そして、薫子の耳に届くまでに尾ひれ背びれのついた導明に関する噂がどこまで真実なのかも知らせておいた。
「色んな話が流れてきて、どれが本当なのか分からなかったんです。鬼を封じたとか、暗雲の中の鵺を仕留めたとか、実は狐の子とか……光る竹から生まれたなんて荒唐無稽な話もありましたね」
「あ、竹は合っていますよ。他は知りませんが」
「え……えっ!?」
「とはいえ、さすがに生まれたての頃の記憶はありません。よほど良い竹だったのでしょうね。そうそう、薫子さまは竹とんぼを飛ばした経験はございますか? 僕が作ると、何故かちっとも飛びませんでね……」
噂になっていたからとはいえ奇妙な出生まで包み隠さず教えた導明とは反対に、薫子の実情は殆ど明かされなかった。
薫子が言わなかったのではなく、導明が尋ねなかったのだ。
理由は、導明が薫子のことを『大内裏の内に隠された皇女』ではなく『地位の高い太陽が苦手な少女』と捉えたからに他ならない。
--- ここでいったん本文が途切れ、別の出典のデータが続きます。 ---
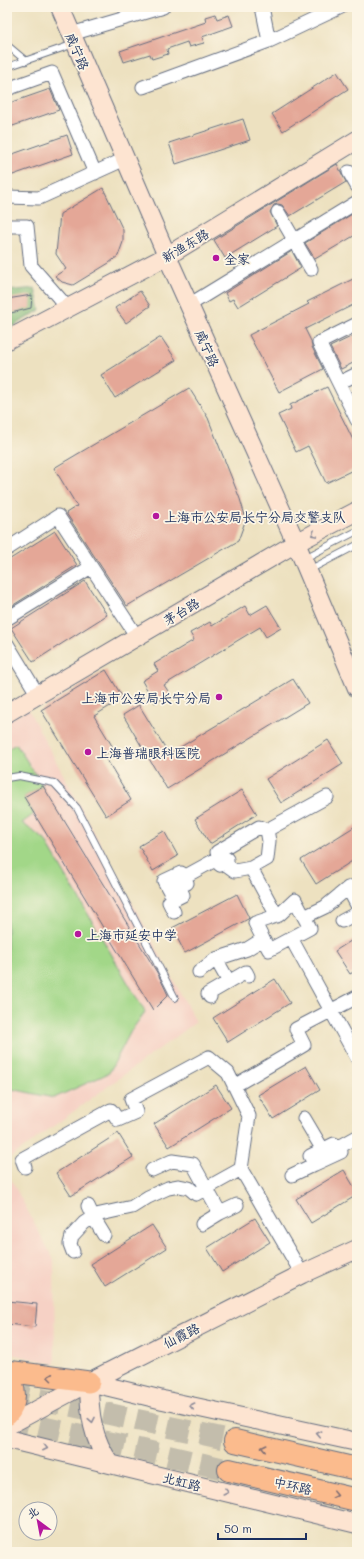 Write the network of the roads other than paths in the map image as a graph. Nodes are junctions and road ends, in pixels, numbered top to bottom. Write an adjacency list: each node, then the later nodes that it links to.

初対面で女の子の私的な事情にまで踏み込むなど不躾である。導明はそういう思いだった。

夜も更けてきた頃、ふっと燈台の火が消えたのを機に導明は春宮から退出することにした。
案内の女中を延々と待つというのも何だし、今の明々とした月光が曇らぬうちなら何とか一人でも帰宅できるだろう。
「非常に楽しく過ごせました。長居してしまい、申し訳ありません」
「いいえ。私もとても楽しくて、あっという間でした……今日のことは、一生忘れません」
噛みしめるように寂しげに微笑む薫子に、導明は一度きょとんとした顔になる。
少しして、ああ、と何かに納得した様子で頷いた。
「村では好きな時に好きな人と会いたい放題でしたが、ここはそうではないのでしたね。皇族も大変だ。しかし、こっそり文通するくらいは許されませんか?」
「えっ?」
導明の予想外の誘いに、薫子はとっさに顔を上げる。
「薫子さまはどう思われますか? 僕とお手紙のやり取りをしてくれますか?」
「て……手紙を下さるんですか? 誰が何を書いても、貴方はお返事をしない方だと……聞いていたのに」
「顔も知らない人からの手紙は怖いのでお返事を控えますが、顔を知っている方からの手紙であれば、喜んでお返事を書かせて頂きますとも。あ、校閲とやらであなたの元へまっすぐ届かないかもしれませんね。どうしましょうか」
許可もなく大内裏に入るわけにもいかない。
ぐるぐると考えを巡らせ始めた導明に、薫子はごく軽く笑いかけた。
「大丈夫です。私がそちらへ直接使いを送りますから。あまり書き慣れないので、下手かもしれませんが……」
「そうですか! 安心しました。僕の方こそ、文を書くのは苦手でしてね。悪筆をお見せする無礼をお許しください。それでは、また」
深く頭を下げて手を振る導明の姿が御簾を隔てて見えなくなるまで、薫子もまた手を振っていた。